# Activity:
The response should be an exact copy of every record.

# Material to process:

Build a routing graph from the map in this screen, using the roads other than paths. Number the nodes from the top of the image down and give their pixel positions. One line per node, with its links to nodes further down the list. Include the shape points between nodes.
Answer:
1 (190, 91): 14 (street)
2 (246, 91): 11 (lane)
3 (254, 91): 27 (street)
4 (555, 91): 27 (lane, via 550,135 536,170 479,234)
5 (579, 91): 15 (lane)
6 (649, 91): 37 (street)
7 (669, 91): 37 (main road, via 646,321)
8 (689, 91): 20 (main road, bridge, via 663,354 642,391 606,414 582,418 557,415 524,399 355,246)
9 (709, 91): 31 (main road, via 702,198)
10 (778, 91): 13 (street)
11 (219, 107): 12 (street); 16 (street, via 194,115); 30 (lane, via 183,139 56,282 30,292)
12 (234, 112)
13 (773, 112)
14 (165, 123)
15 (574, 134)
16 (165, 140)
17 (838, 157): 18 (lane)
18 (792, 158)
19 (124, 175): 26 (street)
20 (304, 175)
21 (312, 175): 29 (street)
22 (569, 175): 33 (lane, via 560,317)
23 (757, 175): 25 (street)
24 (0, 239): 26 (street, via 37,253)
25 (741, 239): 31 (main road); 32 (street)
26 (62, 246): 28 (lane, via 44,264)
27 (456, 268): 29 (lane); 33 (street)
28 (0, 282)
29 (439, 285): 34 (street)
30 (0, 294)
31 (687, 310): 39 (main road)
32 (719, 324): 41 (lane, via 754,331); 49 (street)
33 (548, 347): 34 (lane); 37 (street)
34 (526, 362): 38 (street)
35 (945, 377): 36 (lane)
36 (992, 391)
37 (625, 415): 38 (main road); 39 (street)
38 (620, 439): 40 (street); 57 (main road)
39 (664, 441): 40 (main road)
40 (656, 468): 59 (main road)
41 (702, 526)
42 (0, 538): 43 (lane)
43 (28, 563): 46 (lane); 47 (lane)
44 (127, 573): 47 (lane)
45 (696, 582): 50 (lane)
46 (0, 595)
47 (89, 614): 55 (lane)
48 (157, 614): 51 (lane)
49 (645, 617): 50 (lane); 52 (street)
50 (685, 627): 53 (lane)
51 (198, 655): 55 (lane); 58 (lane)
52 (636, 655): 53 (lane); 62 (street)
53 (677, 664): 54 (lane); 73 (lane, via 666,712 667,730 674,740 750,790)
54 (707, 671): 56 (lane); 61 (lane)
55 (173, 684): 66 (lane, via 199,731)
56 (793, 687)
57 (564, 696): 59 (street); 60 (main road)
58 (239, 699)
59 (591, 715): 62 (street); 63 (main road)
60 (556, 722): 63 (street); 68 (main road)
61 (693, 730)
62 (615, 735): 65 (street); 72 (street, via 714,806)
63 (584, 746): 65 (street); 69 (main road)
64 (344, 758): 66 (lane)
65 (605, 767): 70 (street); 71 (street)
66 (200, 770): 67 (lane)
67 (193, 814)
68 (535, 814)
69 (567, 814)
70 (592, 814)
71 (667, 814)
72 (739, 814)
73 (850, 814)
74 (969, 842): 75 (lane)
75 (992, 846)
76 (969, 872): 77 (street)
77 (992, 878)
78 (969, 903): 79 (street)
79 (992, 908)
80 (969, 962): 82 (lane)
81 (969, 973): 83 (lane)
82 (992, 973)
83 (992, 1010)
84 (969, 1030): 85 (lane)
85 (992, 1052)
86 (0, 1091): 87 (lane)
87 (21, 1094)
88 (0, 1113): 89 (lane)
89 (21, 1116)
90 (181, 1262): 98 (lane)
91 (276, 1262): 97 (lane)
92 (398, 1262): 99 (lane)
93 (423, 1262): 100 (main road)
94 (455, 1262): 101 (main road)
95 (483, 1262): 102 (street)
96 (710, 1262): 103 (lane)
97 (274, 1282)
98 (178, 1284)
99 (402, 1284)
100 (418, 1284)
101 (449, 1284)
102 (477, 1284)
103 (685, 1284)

# Finished exercise:
Build a routing graph from the map in this screen, using the roads other than paths. Number the nodes from the top of the image down and give their pixel positions. One line per node, with its links to nodes further down the list. Include the shape points between nodes.
Answer:
1 (190, 91): 14 (street)
2 (246, 91): 11 (lane)
3 (254, 91): 27 (street)
4 (555, 91): 27 (lane, via 550,135 536,170 479,234)
5 (579, 91): 15 (lane)
6 (649, 91): 37 (street)
7 (669, 91): 37 (main road, via 646,321)
8 (689, 91): 20 (main road, bridge, via 663,354 642,391 606,414 582,418 557,415 524,399 355,246)
9 (709, 91): 31 (main road, via 702,198)
10 (778, 91): 13 (street)
11 (219, 107): 12 (street); 16 (street, via 194,115); 30 (lane, via 183,139 56,282 30,292)
12 (234, 112)
13 (773, 112)
14 (165, 123)
15 (574, 134)
16 (165, 140)
17 (838, 157): 18 (lane)
18 (792, 158)
19 (124, 175): 26 (street)
20 (304, 175)
21 (312, 175): 29 (street)
22 (569, 175): 33 (lane, via 560,317)
23 (757, 175): 25 (street)
24 (0, 239): 26 (street, via 37,253)
25 (741, 239): 31 (main road); 32 (street)
26 (62, 246): 28 (lane, via 44,264)
27 (456, 268): 29 (lane); 33 (street)
28 (0, 282)
29 (439, 285): 34 (street)
30 (0, 294)
31 (687, 310): 39 (main road)
32 (719, 324): 41 (lane, via 754,331); 49 (street)
33 (548, 347): 34 (lane); 37 (street)
34 (526, 362): 38 (street)
35 (945, 377): 36 (lane)
36 (992, 391)
37 (625, 415): 38 (main road); 39 (street)
38 (620, 439): 40 (street); 57 (main road)
39 (664, 441): 40 (main road)
40 (656, 468): 59 (main road)
41 (702, 526)
42 (0, 538): 43 (lane)
43 (28, 563): 46 (lane); 47 (lane)
44 (127, 573): 47 (lane)
45 (696, 582): 50 (lane)
46 (0, 595)
47 (89, 614): 55 (lane)
48 (157, 614): 51 (lane)
49 (645, 617): 50 (lane); 52 (street)
50 (685, 627): 53 (lane)
51 (198, 655): 55 (lane); 58 (lane)
52 (636, 655): 53 (lane); 62 (street)
53 (677, 664): 54 (lane); 73 (lane, via 666,712 667,730 674,740 750,790)
54 (707, 671): 56 (lane); 61 (lane)
55 (173, 684): 66 (lane, via 199,731)
56 (793, 687)
57 (564, 696): 59 (street); 60 (main road)
58 (239, 699)
59 (591, 715): 62 (street); 63 (main road)
60 (556, 722): 63 (street); 68 (main road)
61 (693, 730)
62 (615, 735): 65 (street); 72 (street, via 714,806)
63 (584, 746): 65 (street); 69 (main road)
64 (344, 758): 66 (lane)
65 (605, 767): 70 (street); 71 (street)
66 (200, 770): 67 (lane)
67 (193, 814)
68 (535, 814)
69 (567, 814)
70 (592, 814)
71 (667, 814)
72 (739, 814)
73 (850, 814)
74 (969, 842): 75 (lane)
75 (992, 846)
76 (969, 872): 77 (street)
77 (992, 878)
78 (969, 903): 79 (street)
79 (992, 908)
80 (969, 962): 82 (lane)
81 (969, 973): 83 (lane)
82 (992, 973)
83 (992, 1010)
84 (969, 1030): 85 (lane)
85 (992, 1052)
86 (0, 1091): 87 (lane)
87 (21, 1094)
88 (0, 1113): 89 (lane)
89 (21, 1116)
90 (181, 1262): 98 (lane)
91 (276, 1262): 97 (lane)
92 (398, 1262): 99 (lane)
93 (423, 1262): 100 (main road)
94 (455, 1262): 101 (main road)
95 (483, 1262): 102 (street)
96 (710, 1262): 103 (lane)
97 (274, 1282)
98 (178, 1284)
99 (402, 1284)
100 (418, 1284)
101 (449, 1284)
102 (477, 1284)
103 (685, 1284)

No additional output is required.